What is needed: Could the records be returned exactly, with the pictures left out?

──────── Entries provided

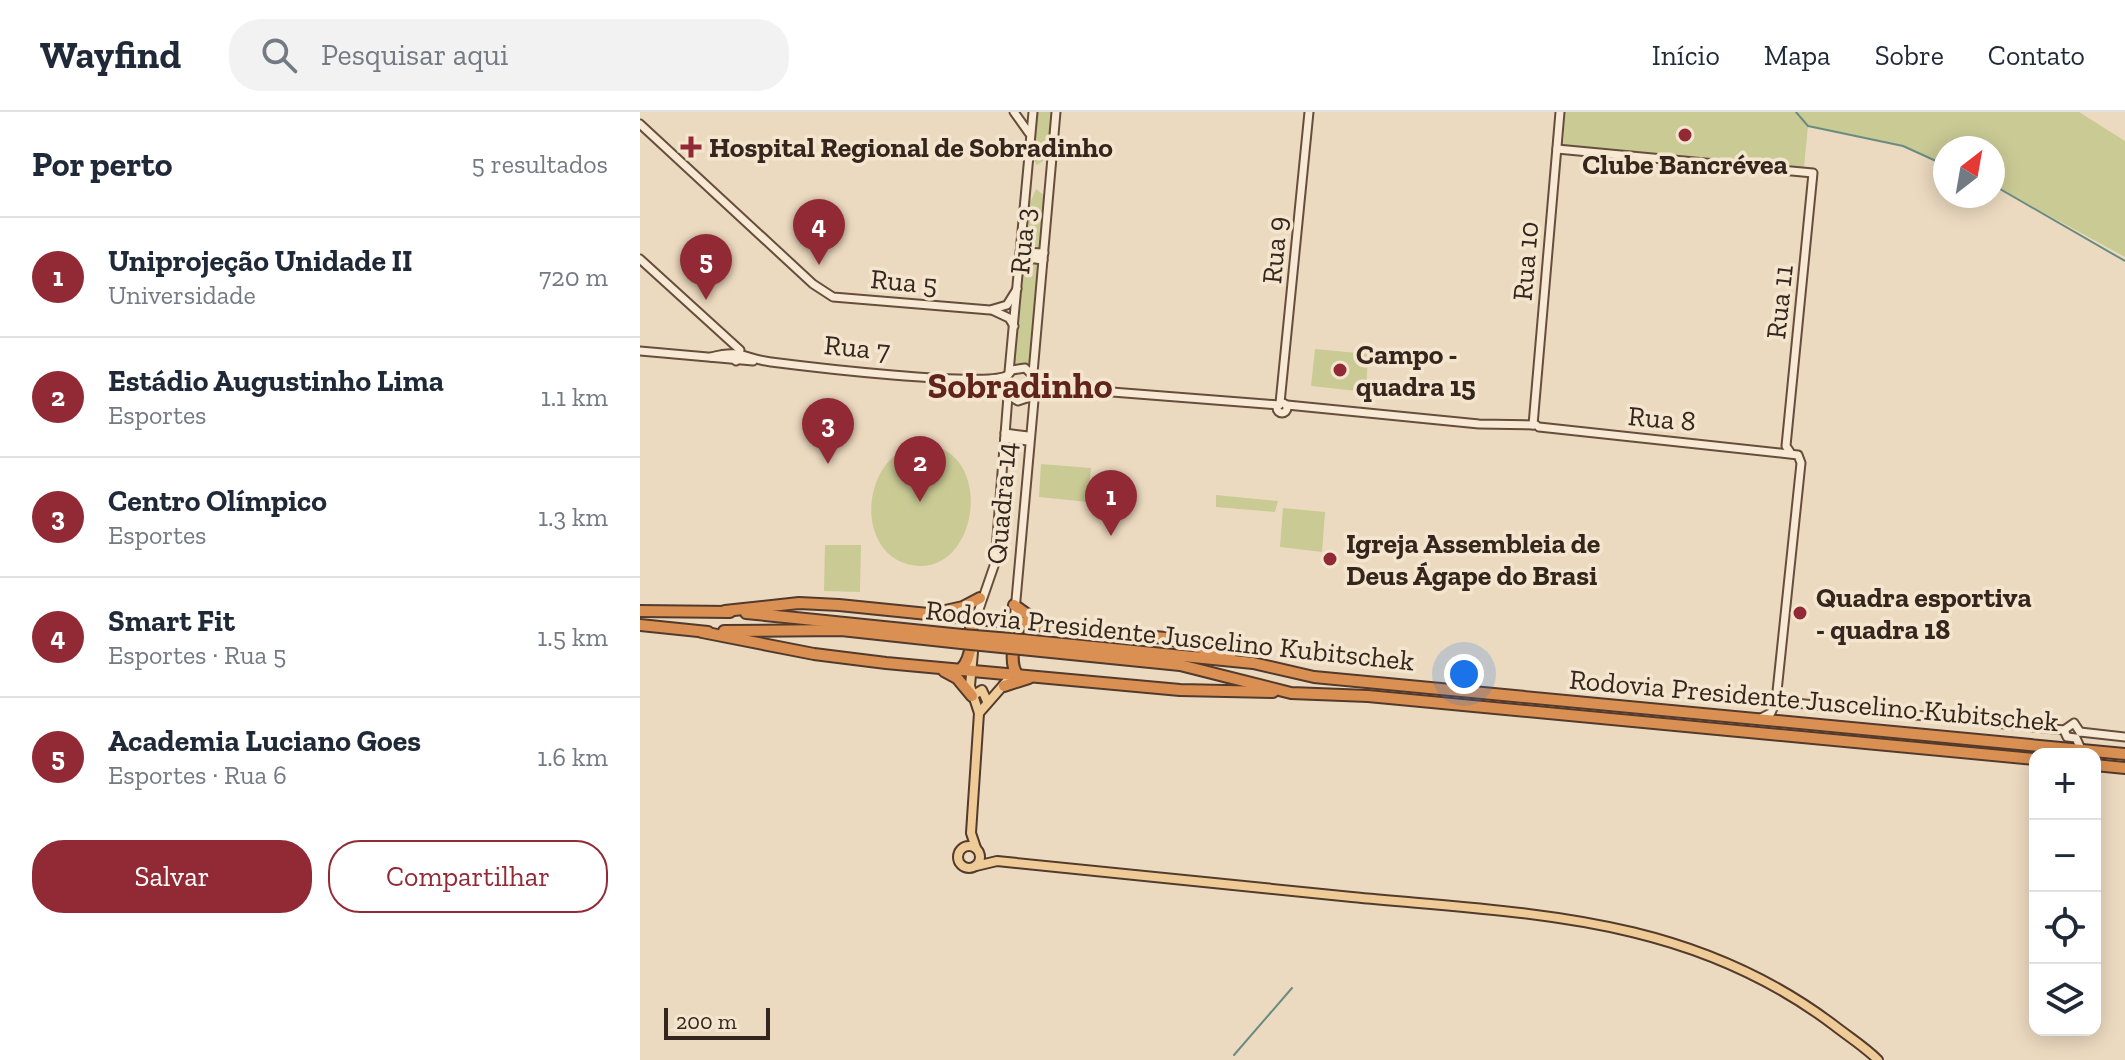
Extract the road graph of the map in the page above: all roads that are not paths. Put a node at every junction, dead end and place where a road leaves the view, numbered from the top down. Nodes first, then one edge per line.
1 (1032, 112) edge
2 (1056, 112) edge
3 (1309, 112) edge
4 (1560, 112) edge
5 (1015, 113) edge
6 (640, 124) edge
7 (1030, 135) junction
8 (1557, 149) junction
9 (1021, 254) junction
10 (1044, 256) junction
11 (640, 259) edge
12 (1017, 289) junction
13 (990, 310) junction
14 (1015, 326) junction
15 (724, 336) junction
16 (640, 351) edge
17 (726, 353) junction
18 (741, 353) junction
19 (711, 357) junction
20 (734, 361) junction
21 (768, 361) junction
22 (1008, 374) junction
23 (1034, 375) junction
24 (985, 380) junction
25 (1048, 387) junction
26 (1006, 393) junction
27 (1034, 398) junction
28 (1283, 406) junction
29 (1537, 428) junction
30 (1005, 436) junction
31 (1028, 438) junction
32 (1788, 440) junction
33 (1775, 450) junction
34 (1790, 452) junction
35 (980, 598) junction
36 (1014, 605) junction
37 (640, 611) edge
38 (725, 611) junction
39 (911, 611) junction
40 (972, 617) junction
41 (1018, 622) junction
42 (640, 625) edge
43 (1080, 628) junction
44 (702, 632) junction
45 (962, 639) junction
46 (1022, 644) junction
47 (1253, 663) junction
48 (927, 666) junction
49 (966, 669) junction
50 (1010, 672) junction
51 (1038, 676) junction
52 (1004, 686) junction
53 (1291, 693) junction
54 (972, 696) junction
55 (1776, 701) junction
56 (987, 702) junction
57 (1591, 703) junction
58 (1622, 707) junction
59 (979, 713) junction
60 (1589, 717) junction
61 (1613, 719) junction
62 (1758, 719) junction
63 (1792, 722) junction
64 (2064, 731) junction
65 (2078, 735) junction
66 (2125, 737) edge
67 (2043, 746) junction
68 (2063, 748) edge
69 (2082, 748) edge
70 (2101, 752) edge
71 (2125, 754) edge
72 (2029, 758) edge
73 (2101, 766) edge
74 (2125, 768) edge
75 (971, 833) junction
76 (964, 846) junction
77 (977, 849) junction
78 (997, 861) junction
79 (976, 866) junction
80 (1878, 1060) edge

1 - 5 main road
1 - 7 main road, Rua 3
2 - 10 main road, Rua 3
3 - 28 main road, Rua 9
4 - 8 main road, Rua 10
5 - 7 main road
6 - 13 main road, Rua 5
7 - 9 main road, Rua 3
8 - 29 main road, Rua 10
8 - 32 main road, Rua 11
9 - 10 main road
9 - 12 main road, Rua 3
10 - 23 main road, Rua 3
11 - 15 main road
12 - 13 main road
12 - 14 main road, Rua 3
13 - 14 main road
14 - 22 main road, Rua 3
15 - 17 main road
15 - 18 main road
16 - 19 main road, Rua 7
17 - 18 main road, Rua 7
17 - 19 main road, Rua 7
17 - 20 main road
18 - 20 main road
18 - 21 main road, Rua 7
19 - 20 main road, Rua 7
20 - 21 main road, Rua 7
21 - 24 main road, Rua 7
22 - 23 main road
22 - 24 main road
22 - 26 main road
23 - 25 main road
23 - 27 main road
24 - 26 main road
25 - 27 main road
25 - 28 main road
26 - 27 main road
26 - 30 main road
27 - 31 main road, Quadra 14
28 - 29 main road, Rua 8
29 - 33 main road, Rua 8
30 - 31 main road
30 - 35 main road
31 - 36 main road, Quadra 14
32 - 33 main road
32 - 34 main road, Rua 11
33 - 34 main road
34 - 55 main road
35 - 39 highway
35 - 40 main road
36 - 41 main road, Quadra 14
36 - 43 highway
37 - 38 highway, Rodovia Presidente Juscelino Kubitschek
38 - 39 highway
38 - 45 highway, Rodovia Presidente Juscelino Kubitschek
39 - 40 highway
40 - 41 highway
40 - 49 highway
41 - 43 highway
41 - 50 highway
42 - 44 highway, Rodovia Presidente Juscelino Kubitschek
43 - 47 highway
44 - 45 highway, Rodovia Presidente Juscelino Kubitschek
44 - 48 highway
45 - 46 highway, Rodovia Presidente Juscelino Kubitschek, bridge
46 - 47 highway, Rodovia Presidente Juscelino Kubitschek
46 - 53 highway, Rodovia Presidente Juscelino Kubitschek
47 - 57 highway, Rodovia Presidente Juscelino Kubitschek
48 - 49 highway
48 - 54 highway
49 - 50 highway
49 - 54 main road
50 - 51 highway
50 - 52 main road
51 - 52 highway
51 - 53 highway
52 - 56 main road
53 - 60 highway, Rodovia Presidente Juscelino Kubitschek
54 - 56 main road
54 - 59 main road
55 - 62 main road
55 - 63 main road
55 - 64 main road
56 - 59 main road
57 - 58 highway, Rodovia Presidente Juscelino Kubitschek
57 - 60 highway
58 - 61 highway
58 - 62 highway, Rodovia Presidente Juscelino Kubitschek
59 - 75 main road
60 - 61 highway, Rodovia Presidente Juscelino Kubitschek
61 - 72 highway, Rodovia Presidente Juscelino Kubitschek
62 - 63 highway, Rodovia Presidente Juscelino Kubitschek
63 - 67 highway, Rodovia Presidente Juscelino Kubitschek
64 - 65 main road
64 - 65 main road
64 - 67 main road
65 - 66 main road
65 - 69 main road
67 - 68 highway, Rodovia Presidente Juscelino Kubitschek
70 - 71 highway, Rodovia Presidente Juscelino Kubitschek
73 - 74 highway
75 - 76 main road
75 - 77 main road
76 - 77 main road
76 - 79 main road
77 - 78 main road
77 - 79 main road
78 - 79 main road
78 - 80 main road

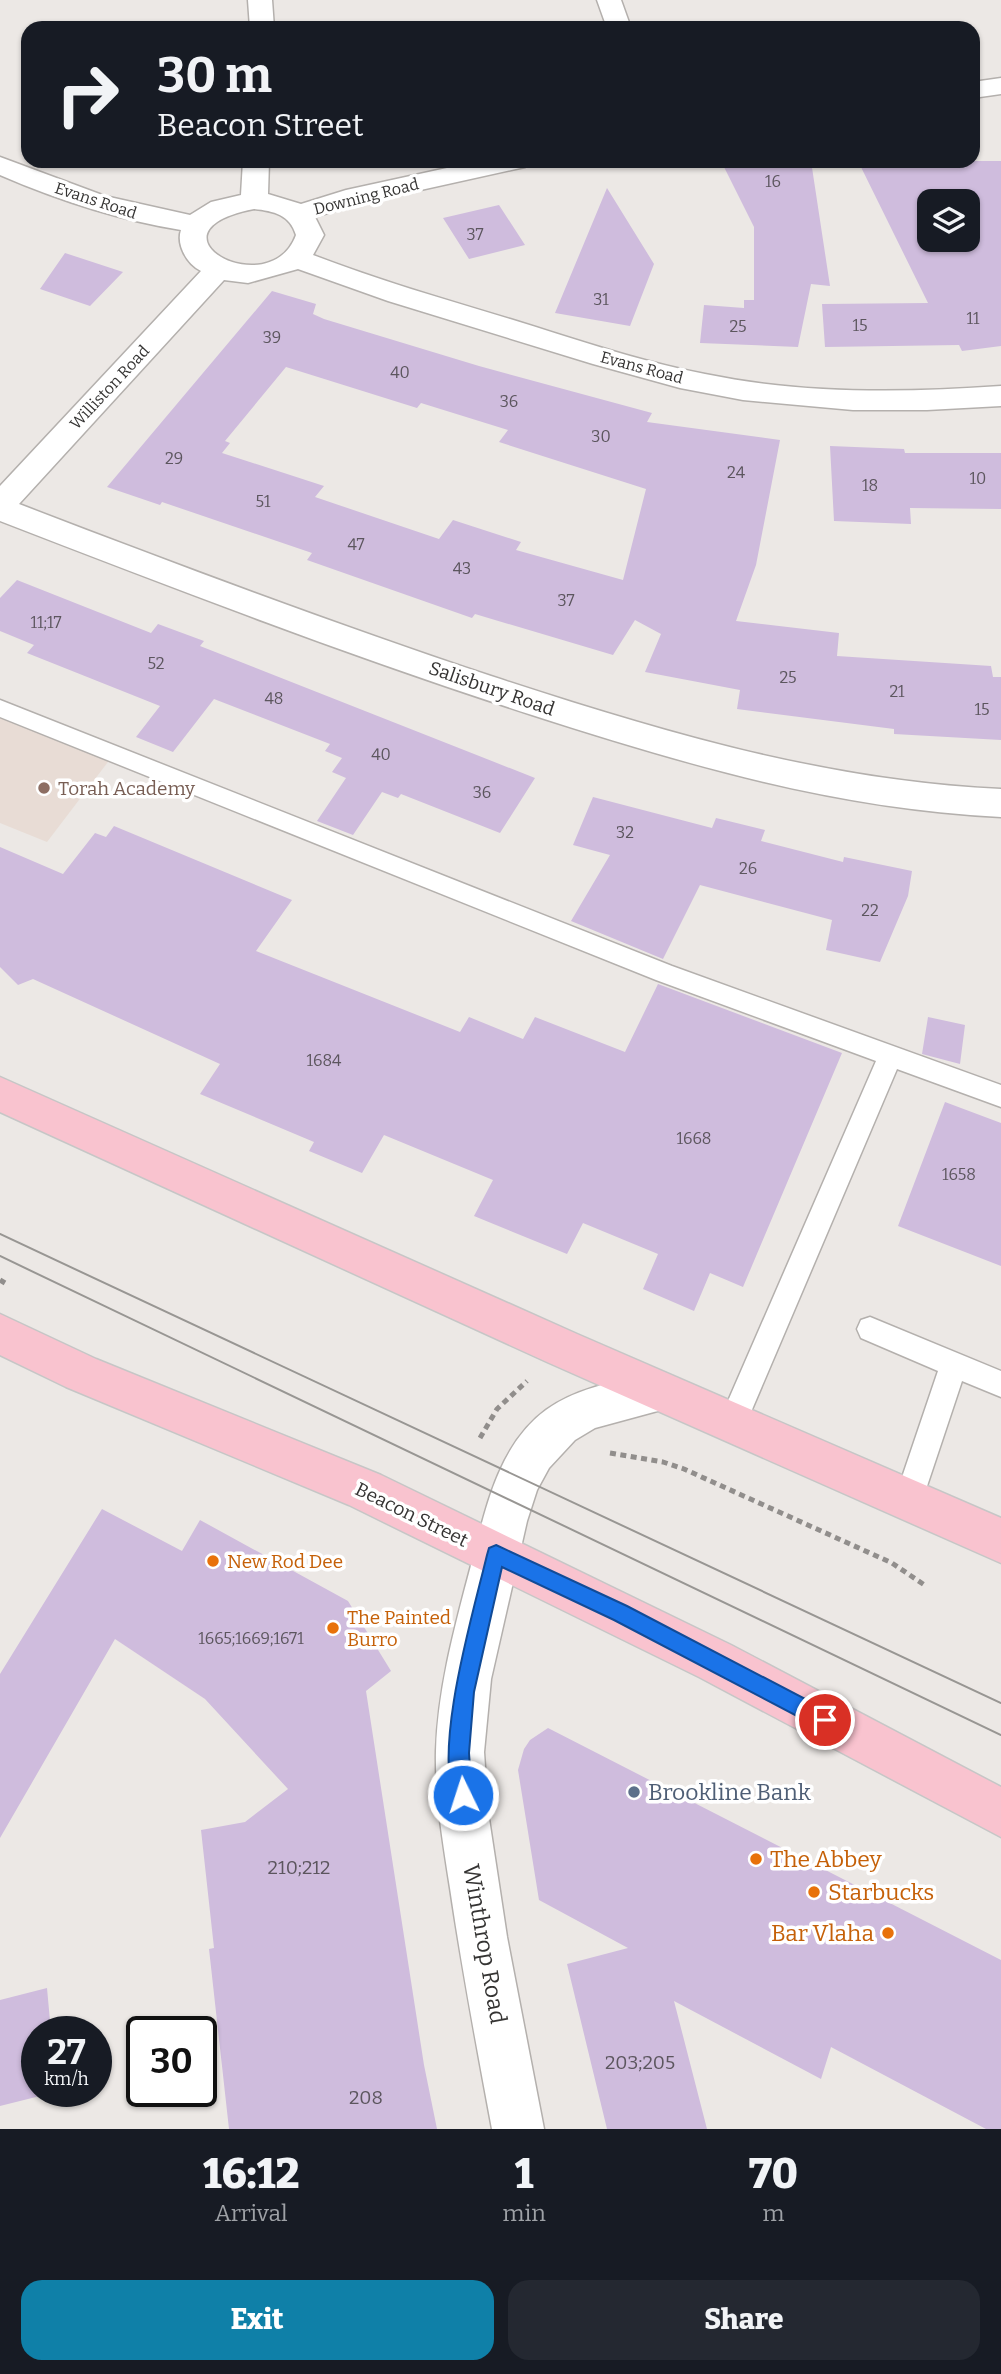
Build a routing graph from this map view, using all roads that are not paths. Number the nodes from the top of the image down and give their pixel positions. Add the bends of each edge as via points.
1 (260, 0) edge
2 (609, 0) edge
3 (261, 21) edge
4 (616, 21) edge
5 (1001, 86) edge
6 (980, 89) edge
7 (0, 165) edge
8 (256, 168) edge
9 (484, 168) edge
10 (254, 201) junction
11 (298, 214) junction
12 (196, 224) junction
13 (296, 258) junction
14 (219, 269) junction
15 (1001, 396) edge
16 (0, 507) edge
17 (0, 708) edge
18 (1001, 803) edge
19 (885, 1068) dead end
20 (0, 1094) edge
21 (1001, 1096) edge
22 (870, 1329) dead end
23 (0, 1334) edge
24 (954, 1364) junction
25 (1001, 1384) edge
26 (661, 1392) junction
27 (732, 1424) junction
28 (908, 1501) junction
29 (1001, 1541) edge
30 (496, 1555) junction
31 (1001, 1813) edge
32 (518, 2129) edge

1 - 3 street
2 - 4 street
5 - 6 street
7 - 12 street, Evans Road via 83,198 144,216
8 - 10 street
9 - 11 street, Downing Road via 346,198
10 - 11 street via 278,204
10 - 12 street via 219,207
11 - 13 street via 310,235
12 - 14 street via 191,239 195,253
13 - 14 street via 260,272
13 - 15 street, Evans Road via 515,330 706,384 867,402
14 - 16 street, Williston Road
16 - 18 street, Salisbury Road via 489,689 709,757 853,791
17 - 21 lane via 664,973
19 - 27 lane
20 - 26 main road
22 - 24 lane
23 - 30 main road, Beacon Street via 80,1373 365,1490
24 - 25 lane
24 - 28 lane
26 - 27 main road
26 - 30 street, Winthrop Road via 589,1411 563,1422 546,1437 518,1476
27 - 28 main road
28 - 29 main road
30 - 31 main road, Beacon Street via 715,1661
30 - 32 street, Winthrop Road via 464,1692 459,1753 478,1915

────────────────

The answer:
Extract the road graph of the map in the page above: all roads that are not paths. Put a node at every junction, dead end and place where a road leaves the view, numbered from the top down. Nodes first, then one edge per line.
1 (1032, 112) edge
2 (1056, 112) edge
3 (1309, 112) edge
4 (1560, 112) edge
5 (1015, 113) edge
6 (640, 124) edge
7 (1030, 135) junction
8 (1557, 149) junction
9 (1021, 254) junction
10 (1044, 256) junction
11 (640, 259) edge
12 (1017, 289) junction
13 (990, 310) junction
14 (1015, 326) junction
15 (724, 336) junction
16 (640, 351) edge
17 (726, 353) junction
18 (741, 353) junction
19 (711, 357) junction
20 (734, 361) junction
21 (768, 361) junction
22 (1008, 374) junction
23 (1034, 375) junction
24 (985, 380) junction
25 (1048, 387) junction
26 (1006, 393) junction
27 (1034, 398) junction
28 (1283, 406) junction
29 (1537, 428) junction
30 (1005, 436) junction
31 (1028, 438) junction
32 (1788, 440) junction
33 (1775, 450) junction
34 (1790, 452) junction
35 (980, 598) junction
36 (1014, 605) junction
37 (640, 611) edge
38 (725, 611) junction
39 (911, 611) junction
40 (972, 617) junction
41 (1018, 622) junction
42 (640, 625) edge
43 (1080, 628) junction
44 (702, 632) junction
45 (962, 639) junction
46 (1022, 644) junction
47 (1253, 663) junction
48 (927, 666) junction
49 (966, 669) junction
50 (1010, 672) junction
51 (1038, 676) junction
52 (1004, 686) junction
53 (1291, 693) junction
54 (972, 696) junction
55 (1776, 701) junction
56 (987, 702) junction
57 (1591, 703) junction
58 (1622, 707) junction
59 (979, 713) junction
60 (1589, 717) junction
61 (1613, 719) junction
62 (1758, 719) junction
63 (1792, 722) junction
64 (2064, 731) junction
65 (2078, 735) junction
66 (2125, 737) edge
67 (2043, 746) junction
68 (2063, 748) edge
69 (2082, 748) edge
70 (2101, 752) edge
71 (2125, 754) edge
72 (2029, 758) edge
73 (2101, 766) edge
74 (2125, 768) edge
75 (971, 833) junction
76 (964, 846) junction
77 (977, 849) junction
78 (997, 861) junction
79 (976, 866) junction
80 (1878, 1060) edge

1 - 5 main road
1 - 7 main road, Rua 3
2 - 10 main road, Rua 3
3 - 28 main road, Rua 9
4 - 8 main road, Rua 10
5 - 7 main road
6 - 13 main road, Rua 5
7 - 9 main road, Rua 3
8 - 29 main road, Rua 10
8 - 32 main road, Rua 11
9 - 10 main road
9 - 12 main road, Rua 3
10 - 23 main road, Rua 3
11 - 15 main road
12 - 13 main road
12 - 14 main road, Rua 3
13 - 14 main road
14 - 22 main road, Rua 3
15 - 17 main road
15 - 18 main road
16 - 19 main road, Rua 7
17 - 18 main road, Rua 7
17 - 19 main road, Rua 7
17 - 20 main road
18 - 20 main road
18 - 21 main road, Rua 7
19 - 20 main road, Rua 7
20 - 21 main road, Rua 7
21 - 24 main road, Rua 7
22 - 23 main road
22 - 24 main road
22 - 26 main road
23 - 25 main road
23 - 27 main road
24 - 26 main road
25 - 27 main road
25 - 28 main road
26 - 27 main road
26 - 30 main road
27 - 31 main road, Quadra 14
28 - 29 main road, Rua 8
29 - 33 main road, Rua 8
30 - 31 main road
30 - 35 main road
31 - 36 main road, Quadra 14
32 - 33 main road
32 - 34 main road, Rua 11
33 - 34 main road
34 - 55 main road
35 - 39 highway
35 - 40 main road
36 - 41 main road, Quadra 14
36 - 43 highway
37 - 38 highway, Rodovia Presidente Juscelino Kubitschek
38 - 39 highway
38 - 45 highway, Rodovia Presidente Juscelino Kubitschek
39 - 40 highway
40 - 41 highway
40 - 49 highway
41 - 43 highway
41 - 50 highway
42 - 44 highway, Rodovia Presidente Juscelino Kubitschek
43 - 47 highway
44 - 45 highway, Rodovia Presidente Juscelino Kubitschek
44 - 48 highway
45 - 46 highway, Rodovia Presidente Juscelino Kubitschek, bridge
46 - 47 highway, Rodovia Presidente Juscelino Kubitschek
46 - 53 highway, Rodovia Presidente Juscelino Kubitschek
47 - 57 highway, Rodovia Presidente Juscelino Kubitschek
48 - 49 highway
48 - 54 highway
49 - 50 highway
49 - 54 main road
50 - 51 highway
50 - 52 main road
51 - 52 highway
51 - 53 highway
52 - 56 main road
53 - 60 highway, Rodovia Presidente Juscelino Kubitschek
54 - 56 main road
54 - 59 main road
55 - 62 main road
55 - 63 main road
55 - 64 main road
56 - 59 main road
57 - 58 highway, Rodovia Presidente Juscelino Kubitschek
57 - 60 highway
58 - 61 highway
58 - 62 highway, Rodovia Presidente Juscelino Kubitschek
59 - 75 main road
60 - 61 highway, Rodovia Presidente Juscelino Kubitschek
61 - 72 highway, Rodovia Presidente Juscelino Kubitschek
62 - 63 highway, Rodovia Presidente Juscelino Kubitschek
63 - 67 highway, Rodovia Presidente Juscelino Kubitschek
64 - 65 main road
64 - 65 main road
64 - 67 main road
65 - 66 main road
65 - 69 main road
67 - 68 highway, Rodovia Presidente Juscelino Kubitschek
70 - 71 highway, Rodovia Presidente Juscelino Kubitschek
73 - 74 highway
75 - 76 main road
75 - 77 main road
76 - 77 main road
76 - 79 main road
77 - 78 main road
77 - 79 main road
78 - 79 main road
78 - 80 main road

Build a routing graph from this map view, using all roads that are not paths. Number the nodes from the top of the image down and give their pixel positions. Add the bends of each edge as via points.
1 (260, 0) edge
2 (609, 0) edge
3 (261, 21) edge
4 (616, 21) edge
5 (1001, 86) edge
6 (980, 89) edge
7 (0, 165) edge
8 (256, 168) edge
9 (484, 168) edge
10 (254, 201) junction
11 (298, 214) junction
12 (196, 224) junction
13 (296, 258) junction
14 (219, 269) junction
15 (1001, 396) edge
16 (0, 507) edge
17 (0, 708) edge
18 (1001, 803) edge
19 (885, 1068) dead end
20 (0, 1094) edge
21 (1001, 1096) edge
22 (870, 1329) dead end
23 (0, 1334) edge
24 (954, 1364) junction
25 (1001, 1384) edge
26 (661, 1392) junction
27 (732, 1424) junction
28 (908, 1501) junction
29 (1001, 1541) edge
30 (496, 1555) junction
31 (1001, 1813) edge
32 (518, 2129) edge

1 - 3 street
2 - 4 street
5 - 6 street
7 - 12 street, Evans Road via 83,198 144,216
8 - 10 street
9 - 11 street, Downing Road via 346,198
10 - 11 street via 278,204
10 - 12 street via 219,207
11 - 13 street via 310,235
12 - 14 street via 191,239 195,253
13 - 14 street via 260,272
13 - 15 street, Evans Road via 515,330 706,384 867,402
14 - 16 street, Williston Road
16 - 18 street, Salisbury Road via 489,689 709,757 853,791
17 - 21 lane via 664,973
19 - 27 lane
20 - 26 main road
22 - 24 lane
23 - 30 main road, Beacon Street via 80,1373 365,1490
24 - 25 lane
24 - 28 lane
26 - 27 main road
26 - 30 street, Winthrop Road via 589,1411 563,1422 546,1437 518,1476
27 - 28 main road
28 - 29 main road
30 - 31 main road, Beacon Street via 715,1661
30 - 32 street, Winthrop Road via 464,1692 459,1753 478,1915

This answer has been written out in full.